## Exercise
The lines you return should be those containing the string "Hufelandstraße", taken from the data below.

Records from a data collection
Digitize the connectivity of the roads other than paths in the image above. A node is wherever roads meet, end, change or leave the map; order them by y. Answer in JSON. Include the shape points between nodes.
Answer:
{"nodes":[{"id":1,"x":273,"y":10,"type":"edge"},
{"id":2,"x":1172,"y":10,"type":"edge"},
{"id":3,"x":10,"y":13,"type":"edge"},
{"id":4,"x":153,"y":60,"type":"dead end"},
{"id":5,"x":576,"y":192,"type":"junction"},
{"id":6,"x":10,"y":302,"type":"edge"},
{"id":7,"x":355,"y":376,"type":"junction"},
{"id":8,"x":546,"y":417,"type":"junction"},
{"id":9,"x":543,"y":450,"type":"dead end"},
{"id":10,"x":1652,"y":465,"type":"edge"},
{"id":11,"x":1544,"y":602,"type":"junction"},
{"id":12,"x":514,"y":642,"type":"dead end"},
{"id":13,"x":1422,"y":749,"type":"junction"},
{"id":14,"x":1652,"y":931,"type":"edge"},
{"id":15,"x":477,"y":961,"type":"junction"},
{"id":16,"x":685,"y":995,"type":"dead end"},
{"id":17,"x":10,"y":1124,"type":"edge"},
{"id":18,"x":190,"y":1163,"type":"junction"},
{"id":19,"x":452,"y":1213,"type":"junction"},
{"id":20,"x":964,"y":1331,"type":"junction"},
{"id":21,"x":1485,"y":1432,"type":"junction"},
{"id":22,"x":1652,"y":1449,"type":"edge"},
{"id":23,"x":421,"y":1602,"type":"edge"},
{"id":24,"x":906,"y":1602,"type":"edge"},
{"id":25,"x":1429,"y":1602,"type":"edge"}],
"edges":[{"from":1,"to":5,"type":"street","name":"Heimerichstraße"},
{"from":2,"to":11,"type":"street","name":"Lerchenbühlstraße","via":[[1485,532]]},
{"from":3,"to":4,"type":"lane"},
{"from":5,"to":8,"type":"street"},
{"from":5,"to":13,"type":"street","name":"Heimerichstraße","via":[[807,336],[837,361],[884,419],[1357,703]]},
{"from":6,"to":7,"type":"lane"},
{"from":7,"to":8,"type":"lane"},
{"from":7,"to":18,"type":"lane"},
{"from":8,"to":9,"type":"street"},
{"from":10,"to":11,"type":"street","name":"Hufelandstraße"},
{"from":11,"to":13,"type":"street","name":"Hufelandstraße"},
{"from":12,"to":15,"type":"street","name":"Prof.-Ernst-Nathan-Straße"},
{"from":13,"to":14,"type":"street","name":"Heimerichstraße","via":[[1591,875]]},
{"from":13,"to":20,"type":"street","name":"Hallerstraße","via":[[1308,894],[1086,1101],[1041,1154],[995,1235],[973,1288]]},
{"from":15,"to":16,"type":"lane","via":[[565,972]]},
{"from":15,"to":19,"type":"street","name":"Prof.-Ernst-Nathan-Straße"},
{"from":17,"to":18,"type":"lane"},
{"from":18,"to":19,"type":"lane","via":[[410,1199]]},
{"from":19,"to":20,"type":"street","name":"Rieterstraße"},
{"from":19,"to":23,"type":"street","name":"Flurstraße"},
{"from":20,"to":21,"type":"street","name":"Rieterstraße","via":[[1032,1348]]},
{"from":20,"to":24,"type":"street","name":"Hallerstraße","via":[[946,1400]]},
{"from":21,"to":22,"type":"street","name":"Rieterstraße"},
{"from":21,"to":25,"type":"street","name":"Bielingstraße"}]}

## Answer section
{"from":10,"to":11,"type":"street","name":"Hufelandstraße"},
{"from":11,"to":13,"type":"street","name":"Hufelandstraße"},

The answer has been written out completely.